━━ Exercise input

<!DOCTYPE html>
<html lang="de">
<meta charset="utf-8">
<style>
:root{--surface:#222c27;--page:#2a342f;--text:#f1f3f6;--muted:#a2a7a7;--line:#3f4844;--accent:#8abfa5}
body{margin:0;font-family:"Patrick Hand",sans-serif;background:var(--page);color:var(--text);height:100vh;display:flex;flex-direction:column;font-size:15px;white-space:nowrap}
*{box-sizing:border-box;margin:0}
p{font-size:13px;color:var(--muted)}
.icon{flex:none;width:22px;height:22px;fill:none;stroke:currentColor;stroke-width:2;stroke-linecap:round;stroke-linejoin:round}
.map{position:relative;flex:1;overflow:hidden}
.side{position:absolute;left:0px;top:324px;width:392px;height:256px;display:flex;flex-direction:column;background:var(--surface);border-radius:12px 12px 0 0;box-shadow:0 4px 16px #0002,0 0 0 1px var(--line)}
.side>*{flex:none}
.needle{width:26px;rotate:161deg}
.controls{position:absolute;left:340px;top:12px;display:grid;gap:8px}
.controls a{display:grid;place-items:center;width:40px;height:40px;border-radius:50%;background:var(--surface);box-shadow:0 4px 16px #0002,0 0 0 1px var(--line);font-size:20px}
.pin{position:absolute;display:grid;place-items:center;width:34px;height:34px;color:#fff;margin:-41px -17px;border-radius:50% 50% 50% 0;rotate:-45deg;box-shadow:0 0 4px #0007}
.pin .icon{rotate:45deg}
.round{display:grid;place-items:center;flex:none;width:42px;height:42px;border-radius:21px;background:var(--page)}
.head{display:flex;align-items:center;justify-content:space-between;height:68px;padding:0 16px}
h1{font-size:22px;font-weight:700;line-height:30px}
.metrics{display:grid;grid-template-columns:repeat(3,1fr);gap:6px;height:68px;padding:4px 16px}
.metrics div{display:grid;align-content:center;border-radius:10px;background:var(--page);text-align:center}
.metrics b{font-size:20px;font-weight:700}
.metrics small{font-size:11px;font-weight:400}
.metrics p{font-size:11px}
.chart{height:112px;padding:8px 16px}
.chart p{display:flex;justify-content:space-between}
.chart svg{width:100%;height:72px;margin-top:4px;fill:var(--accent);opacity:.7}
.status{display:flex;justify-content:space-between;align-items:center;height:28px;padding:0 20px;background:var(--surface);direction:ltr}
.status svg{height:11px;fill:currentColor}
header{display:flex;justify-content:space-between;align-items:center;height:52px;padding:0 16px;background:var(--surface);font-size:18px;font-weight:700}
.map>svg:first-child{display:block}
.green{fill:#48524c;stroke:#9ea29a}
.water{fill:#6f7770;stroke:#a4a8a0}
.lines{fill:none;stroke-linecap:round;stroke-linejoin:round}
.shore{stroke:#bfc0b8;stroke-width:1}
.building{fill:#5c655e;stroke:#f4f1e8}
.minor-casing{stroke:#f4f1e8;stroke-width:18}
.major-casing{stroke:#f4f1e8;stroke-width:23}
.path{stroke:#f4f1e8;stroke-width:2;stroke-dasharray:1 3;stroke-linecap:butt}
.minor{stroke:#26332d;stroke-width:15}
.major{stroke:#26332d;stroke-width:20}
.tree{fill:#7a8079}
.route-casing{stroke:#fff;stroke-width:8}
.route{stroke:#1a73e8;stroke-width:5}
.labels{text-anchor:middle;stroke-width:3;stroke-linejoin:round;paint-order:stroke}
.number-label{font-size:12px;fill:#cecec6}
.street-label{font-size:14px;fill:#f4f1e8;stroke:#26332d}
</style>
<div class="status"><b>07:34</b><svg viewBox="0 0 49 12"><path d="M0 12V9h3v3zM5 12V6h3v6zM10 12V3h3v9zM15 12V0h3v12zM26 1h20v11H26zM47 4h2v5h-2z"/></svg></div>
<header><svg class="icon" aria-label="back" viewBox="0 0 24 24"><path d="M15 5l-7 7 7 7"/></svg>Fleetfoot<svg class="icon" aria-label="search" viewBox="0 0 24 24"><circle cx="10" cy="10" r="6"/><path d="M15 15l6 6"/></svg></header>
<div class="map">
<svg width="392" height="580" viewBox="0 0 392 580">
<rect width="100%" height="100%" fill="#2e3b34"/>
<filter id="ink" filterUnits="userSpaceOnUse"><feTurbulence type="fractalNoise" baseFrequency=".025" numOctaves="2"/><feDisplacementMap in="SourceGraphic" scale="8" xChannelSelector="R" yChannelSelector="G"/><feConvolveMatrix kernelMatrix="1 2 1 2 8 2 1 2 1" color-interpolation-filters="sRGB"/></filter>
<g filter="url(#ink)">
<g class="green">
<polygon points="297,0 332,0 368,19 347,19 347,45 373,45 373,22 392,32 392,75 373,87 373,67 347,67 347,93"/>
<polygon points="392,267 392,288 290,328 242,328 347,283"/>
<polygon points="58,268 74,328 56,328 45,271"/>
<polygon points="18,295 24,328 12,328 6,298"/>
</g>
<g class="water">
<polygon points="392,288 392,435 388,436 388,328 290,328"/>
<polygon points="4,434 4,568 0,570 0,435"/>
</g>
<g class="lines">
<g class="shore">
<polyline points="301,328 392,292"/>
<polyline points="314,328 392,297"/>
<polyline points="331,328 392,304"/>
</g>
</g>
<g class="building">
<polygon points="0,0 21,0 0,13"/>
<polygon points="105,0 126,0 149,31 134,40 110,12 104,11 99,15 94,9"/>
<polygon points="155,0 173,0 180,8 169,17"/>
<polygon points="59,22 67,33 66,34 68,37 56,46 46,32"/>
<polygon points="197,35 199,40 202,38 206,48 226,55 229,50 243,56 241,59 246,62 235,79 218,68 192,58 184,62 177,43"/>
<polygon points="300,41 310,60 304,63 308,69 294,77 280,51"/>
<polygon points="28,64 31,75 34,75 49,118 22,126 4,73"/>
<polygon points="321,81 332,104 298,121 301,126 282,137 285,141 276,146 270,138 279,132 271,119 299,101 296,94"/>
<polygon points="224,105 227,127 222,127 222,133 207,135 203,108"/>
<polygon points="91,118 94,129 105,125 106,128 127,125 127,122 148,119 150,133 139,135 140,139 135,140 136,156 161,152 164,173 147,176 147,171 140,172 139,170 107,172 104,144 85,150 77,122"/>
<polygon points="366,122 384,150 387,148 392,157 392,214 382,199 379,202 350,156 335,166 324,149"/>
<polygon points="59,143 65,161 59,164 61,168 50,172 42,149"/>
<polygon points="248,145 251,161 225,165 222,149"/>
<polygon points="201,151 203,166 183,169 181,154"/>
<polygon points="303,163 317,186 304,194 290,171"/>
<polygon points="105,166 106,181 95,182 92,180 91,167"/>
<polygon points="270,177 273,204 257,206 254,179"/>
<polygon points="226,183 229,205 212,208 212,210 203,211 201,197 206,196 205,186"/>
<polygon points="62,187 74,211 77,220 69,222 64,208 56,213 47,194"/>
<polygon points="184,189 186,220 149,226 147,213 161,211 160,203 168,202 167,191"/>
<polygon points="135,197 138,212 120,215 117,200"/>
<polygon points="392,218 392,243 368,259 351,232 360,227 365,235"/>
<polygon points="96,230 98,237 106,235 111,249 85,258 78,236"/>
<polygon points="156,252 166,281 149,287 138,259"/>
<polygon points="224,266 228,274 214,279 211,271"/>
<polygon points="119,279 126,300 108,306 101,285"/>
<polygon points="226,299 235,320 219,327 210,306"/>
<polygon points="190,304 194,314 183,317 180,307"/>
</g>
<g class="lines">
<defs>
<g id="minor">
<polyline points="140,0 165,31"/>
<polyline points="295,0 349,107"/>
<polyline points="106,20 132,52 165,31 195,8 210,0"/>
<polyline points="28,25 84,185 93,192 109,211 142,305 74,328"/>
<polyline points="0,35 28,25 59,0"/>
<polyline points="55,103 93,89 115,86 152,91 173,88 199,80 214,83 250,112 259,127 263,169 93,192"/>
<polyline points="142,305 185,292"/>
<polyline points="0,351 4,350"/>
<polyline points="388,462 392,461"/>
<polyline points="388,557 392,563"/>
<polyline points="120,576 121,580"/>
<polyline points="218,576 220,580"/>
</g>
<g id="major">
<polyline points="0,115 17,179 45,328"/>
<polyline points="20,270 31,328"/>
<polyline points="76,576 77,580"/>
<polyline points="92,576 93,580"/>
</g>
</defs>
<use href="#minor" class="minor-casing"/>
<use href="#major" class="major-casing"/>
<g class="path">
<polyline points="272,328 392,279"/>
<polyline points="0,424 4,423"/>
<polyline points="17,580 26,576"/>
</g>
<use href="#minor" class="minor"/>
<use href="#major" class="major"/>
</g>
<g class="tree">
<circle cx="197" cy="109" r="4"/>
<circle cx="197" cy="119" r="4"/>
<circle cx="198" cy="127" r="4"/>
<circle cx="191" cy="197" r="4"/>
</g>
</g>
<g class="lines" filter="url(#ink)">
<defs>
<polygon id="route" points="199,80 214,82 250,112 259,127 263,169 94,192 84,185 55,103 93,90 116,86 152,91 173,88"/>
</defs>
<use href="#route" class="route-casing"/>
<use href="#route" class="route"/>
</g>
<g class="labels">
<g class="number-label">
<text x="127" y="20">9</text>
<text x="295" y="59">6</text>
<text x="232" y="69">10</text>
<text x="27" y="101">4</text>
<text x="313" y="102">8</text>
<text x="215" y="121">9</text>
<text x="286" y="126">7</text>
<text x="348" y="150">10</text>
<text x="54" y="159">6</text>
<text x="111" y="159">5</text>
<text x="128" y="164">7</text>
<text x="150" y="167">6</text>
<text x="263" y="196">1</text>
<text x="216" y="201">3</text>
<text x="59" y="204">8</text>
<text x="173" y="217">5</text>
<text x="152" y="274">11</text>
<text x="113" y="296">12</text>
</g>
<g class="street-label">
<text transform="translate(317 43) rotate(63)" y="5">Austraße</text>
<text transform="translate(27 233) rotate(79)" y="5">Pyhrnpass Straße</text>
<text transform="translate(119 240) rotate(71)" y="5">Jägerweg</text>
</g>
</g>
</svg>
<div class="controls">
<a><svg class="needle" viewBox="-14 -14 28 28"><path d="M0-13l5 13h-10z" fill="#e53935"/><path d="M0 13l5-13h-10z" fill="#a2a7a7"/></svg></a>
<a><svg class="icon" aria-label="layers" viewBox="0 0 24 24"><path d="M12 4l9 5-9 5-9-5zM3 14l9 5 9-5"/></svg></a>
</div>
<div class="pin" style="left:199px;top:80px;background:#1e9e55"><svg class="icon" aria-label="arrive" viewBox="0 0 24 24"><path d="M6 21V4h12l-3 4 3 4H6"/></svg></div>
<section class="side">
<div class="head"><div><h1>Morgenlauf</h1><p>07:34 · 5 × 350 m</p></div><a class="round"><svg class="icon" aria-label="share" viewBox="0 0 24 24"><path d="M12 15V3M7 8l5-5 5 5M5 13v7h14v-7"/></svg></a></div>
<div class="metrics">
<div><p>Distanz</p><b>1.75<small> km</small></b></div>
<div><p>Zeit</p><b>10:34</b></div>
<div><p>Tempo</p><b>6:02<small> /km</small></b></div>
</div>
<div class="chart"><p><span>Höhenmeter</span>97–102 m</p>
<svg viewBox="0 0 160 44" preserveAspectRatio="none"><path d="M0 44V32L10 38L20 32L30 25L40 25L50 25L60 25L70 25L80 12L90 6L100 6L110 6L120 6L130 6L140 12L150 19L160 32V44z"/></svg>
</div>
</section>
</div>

━━━━

**About this task:**
If a line in the listing has "absolute" in it, report that line.

**Reply to the task:**
.side{position:absolute;left:0px;top:324px;width:392px;height:256px;display:flex;flex-direction:column;background:var(--surface);border-radius:12px 12px 0 0;box-shadow:0 4px 16px #0002,0 0 0 1px var(--line)}
.controls{position:absolute;left:340px;top:12px;display:grid;gap:8px}
.pin{position:absolute;display:grid;place-items:center;width:34px;height:34px;color:#fff;margin:-41px -17px;border-radius:50% 50% 50% 0;rotate:-45deg;box-shadow:0 0 4px #0007}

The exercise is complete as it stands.